### Activity
Please print every record exactly as it stands, leaving out the pictures.

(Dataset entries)
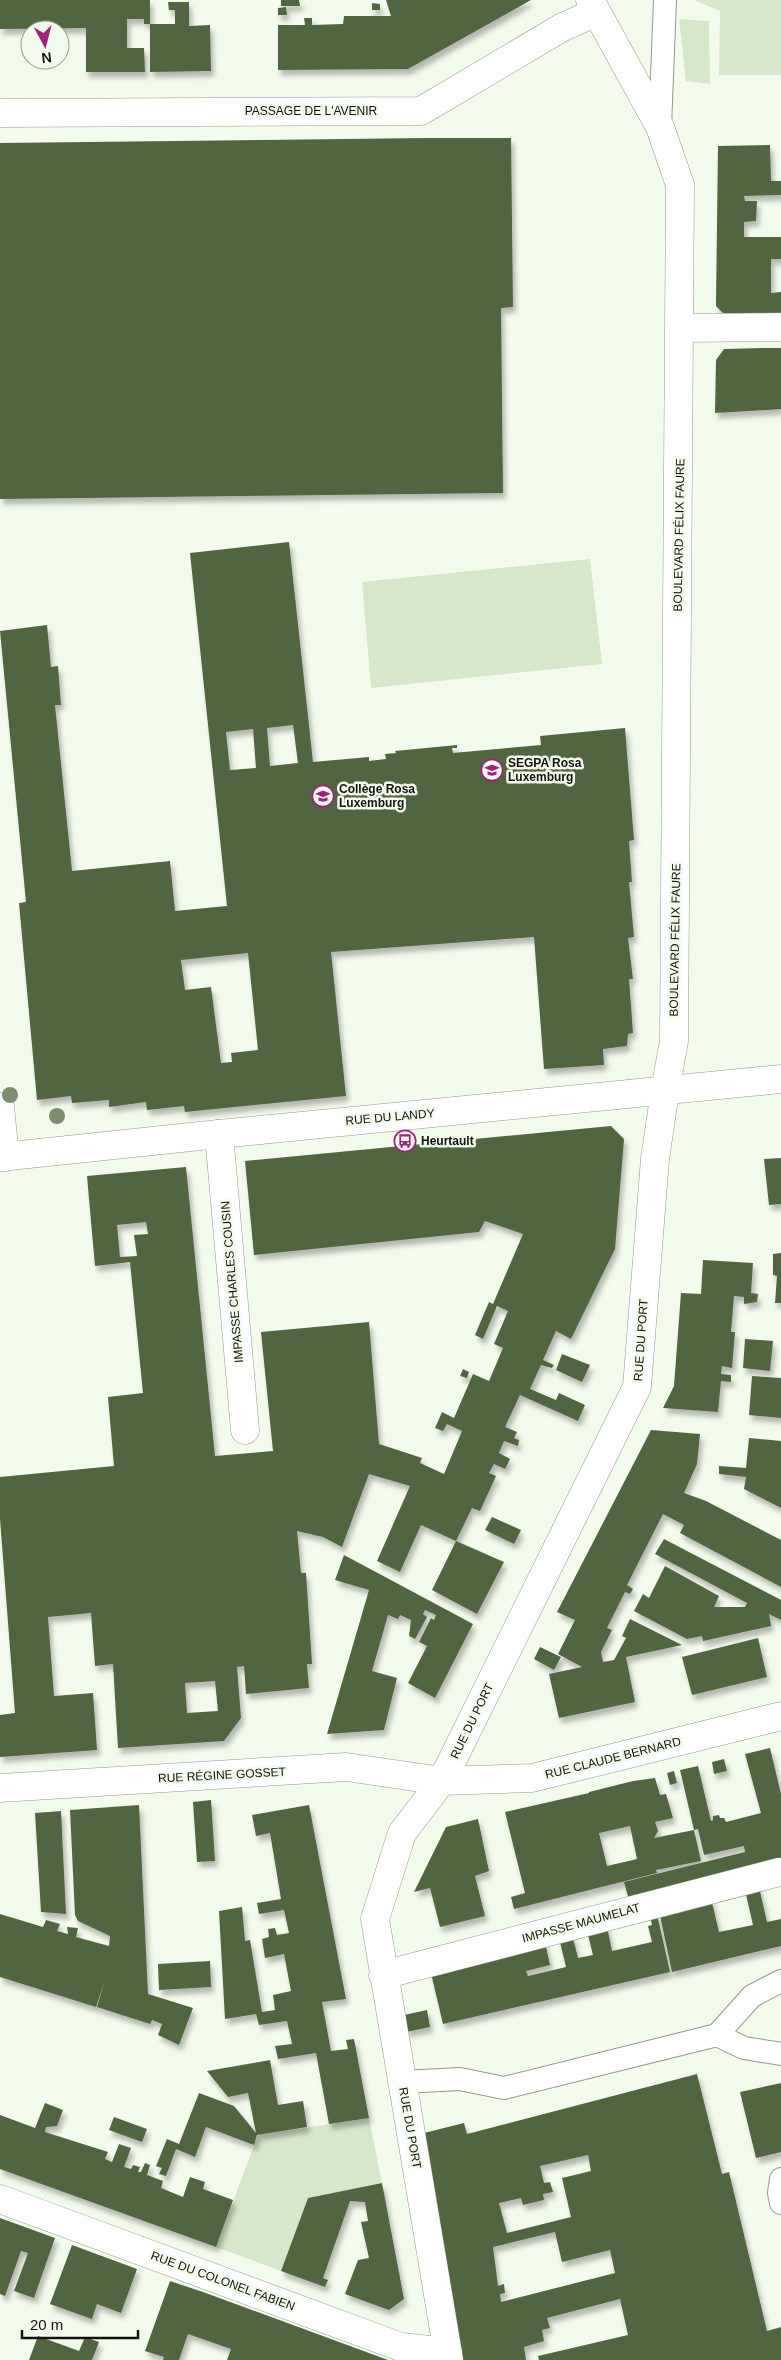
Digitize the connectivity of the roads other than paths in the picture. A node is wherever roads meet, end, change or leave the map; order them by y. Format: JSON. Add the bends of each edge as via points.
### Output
{"nodes":[{"id":1,"x":665,"y":0,"type":"edge"},
{"id":2,"x":593,"y":6,"type":"edge"},
{"id":3,"x":0,"y":113,"type":"edge"},
{"id":4,"x":660,"y":127,"type":"junction"},
{"id":5,"x":781,"y":327,"type":"edge"},
{"id":6,"x":681,"y":328,"type":"junction"},
{"id":7,"x":781,"y":1079,"type":"edge"},
{"id":8,"x":665,"y":1091,"type":"junction"},
{"id":9,"x":0,"y":1107,"type":"edge"},
{"id":10,"x":219,"y":1134,"type":"junction"},
{"id":11,"x":2,"y":1157,"type":"edge"},
{"id":12,"x":244,"y":1430,"type":"dead end"},
{"id":13,"x":781,"y":1716,"type":"edge"},
{"id":14,"x":442,"y":1782,"type":"junction"},
{"id":15,"x":0,"y":1788,"type":"edge"},
{"id":16,"x":779,"y":1872,"type":"dead end"},
{"id":17,"x":383,"y":1975,"type":"junction"},
{"id":18,"x":781,"y":1981,"type":"edge"},
{"id":19,"x":718,"y":2034,"type":"junction"},
{"id":20,"x":781,"y":2054,"type":"edge"},
{"id":21,"x":402,"y":2082,"type":"junction"},
{"id":22,"x":781,"y":2180,"type":"edge"},
{"id":23,"x":0,"y":2199,"type":"edge"},
{"id":24,"x":781,"y":2203,"type":"edge"},
{"id":25,"x":448,"y":2356,"type":"edge"}],
"edges":[{"from":1,"to":4,"type":"lane"},
{"from":2,"to":3,"type":"street","name":"PASSAGE DE L'AVENIR","via":[[421,111]]},
{"from":2,"to":4,"type":"street","name":"BOULEVARD FÉLIX FAURE"},
{"from":4,"to":6,"type":"street","name":"BOULEVARD FÉLIX FAURE","via":[[680,185]]},
{"from":5,"to":6,"type":"street"},
{"from":6,"to":8,"type":"street","name":"BOULEVARD FÉLIX FAURE","via":[[674,1040]]},
{"from":7,"to":8,"type":"street","name":"RUE DU LANDY"},
{"from":8,"to":10,"type":"street","name":"RUE DU LANDY"},
{"from":8,"to":14,"type":"street","name":"RUE DU PORT","via":[[655,1159],[638,1387]]},
{"from":9,"to":11,"type":"street"},
{"from":10,"to":11,"type":"street","name":"RUE DU LANDY"},
{"from":10,"to":12,"type":"street","name":"IMPASSE CHARLES COUSIN"},
{"from":13,"to":14,"type":"street","name":"RUE CLAUDE BERNARD","via":[[532,1778]]},
{"from":14,"to":15,"type":"street","name":"RUE RÉGINE GOSSET","via":[[346,1767]]},
{"from":14,"to":17,"type":"street","name":"RUE DU PORT","via":[[402,1833],[375,1919]]},
{"from":16,"to":17,"type":"street","name":"IMPASSE MAUMELAT"},
{"from":17,"to":21,"type":"street","name":"RUE DU PORT"},
{"from":18,"to":19,"type":"lane","via":[[752,1996]]},
{"from":19,"to":20,"type":"lane","via":[[744,2048]]},
{"from":19,"to":21,"type":"lane","via":[[504,2088],[460,2079]]},
{"from":21,"to":25,"type":"street","name":"RUE DU PORT"},
{"from":22,"to":24,"type":"lane"},
{"from":23,"to":25,"type":"street","name":"RUE DU COLONEL FABIEN","via":[[401,2347]]}]}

### Written answer
Digitize the connectivity of the roads other than paths in the picture. A node is wherever roads meet, end, change or leave the map; order them by y. Format: JSON. Add the bends of each edge as via points.
### Output
{"nodes":[{"id":1,"x":665,"y":0,"type":"edge"},
{"id":2,"x":593,"y":6,"type":"edge"},
{"id":3,"x":0,"y":113,"type":"edge"},
{"id":4,"x":660,"y":127,"type":"junction"},
{"id":5,"x":781,"y":327,"type":"edge"},
{"id":6,"x":681,"y":328,"type":"junction"},
{"id":7,"x":781,"y":1079,"type":"edge"},
{"id":8,"x":665,"y":1091,"type":"junction"},
{"id":9,"x":0,"y":1107,"type":"edge"},
{"id":10,"x":219,"y":1134,"type":"junction"},
{"id":11,"x":2,"y":1157,"type":"edge"},
{"id":12,"x":244,"y":1430,"type":"dead end"},
{"id":13,"x":781,"y":1716,"type":"edge"},
{"id":14,"x":442,"y":1782,"type":"junction"},
{"id":15,"x":0,"y":1788,"type":"edge"},
{"id":16,"x":779,"y":1872,"type":"dead end"},
{"id":17,"x":383,"y":1975,"type":"junction"},
{"id":18,"x":781,"y":1981,"type":"edge"},
{"id":19,"x":718,"y":2034,"type":"junction"},
{"id":20,"x":781,"y":2054,"type":"edge"},
{"id":21,"x":402,"y":2082,"type":"junction"},
{"id":22,"x":781,"y":2180,"type":"edge"},
{"id":23,"x":0,"y":2199,"type":"edge"},
{"id":24,"x":781,"y":2203,"type":"edge"},
{"id":25,"x":448,"y":2356,"type":"edge"}],
"edges":[{"from":1,"to":4,"type":"lane"},
{"from":2,"to":3,"type":"street","name":"PASSAGE DE L'AVENIR","via":[[421,111]]},
{"from":2,"to":4,"type":"street","name":"BOULEVARD FÉLIX FAURE"},
{"from":4,"to":6,"type":"street","name":"BOULEVARD FÉLIX FAURE","via":[[680,185]]},
{"from":5,"to":6,"type":"street"},
{"from":6,"to":8,"type":"street","name":"BOULEVARD FÉLIX FAURE","via":[[674,1040]]},
{"from":7,"to":8,"type":"street","name":"RUE DU LANDY"},
{"from":8,"to":10,"type":"street","name":"RUE DU LANDY"},
{"from":8,"to":14,"type":"street","name":"RUE DU PORT","via":[[655,1159],[638,1387]]},
{"from":9,"to":11,"type":"street"},
{"from":10,"to":11,"type":"street","name":"RUE DU LANDY"},
{"from":10,"to":12,"type":"street","name":"IMPASSE CHARLES COUSIN"},
{"from":13,"to":14,"type":"street","name":"RUE CLAUDE BERNARD","via":[[532,1778]]},
{"from":14,"to":15,"type":"street","name":"RUE RÉGINE GOSSET","via":[[346,1767]]},
{"from":14,"to":17,"type":"street","name":"RUE DU PORT","via":[[402,1833],[375,1919]]},
{"from":16,"to":17,"type":"street","name":"IMPASSE MAUMELAT"},
{"from":17,"to":21,"type":"street","name":"RUE DU PORT"},
{"from":18,"to":19,"type":"lane","via":[[752,1996]]},
{"from":19,"to":20,"type":"lane","via":[[744,2048]]},
{"from":19,"to":21,"type":"lane","via":[[504,2088],[460,2079]]},
{"from":21,"to":25,"type":"street","name":"RUE DU PORT"},
{"from":22,"to":24,"type":"lane"},
{"from":23,"to":25,"type":"street","name":"RUE DU COLONEL FABIEN","via":[[401,2347]]}]}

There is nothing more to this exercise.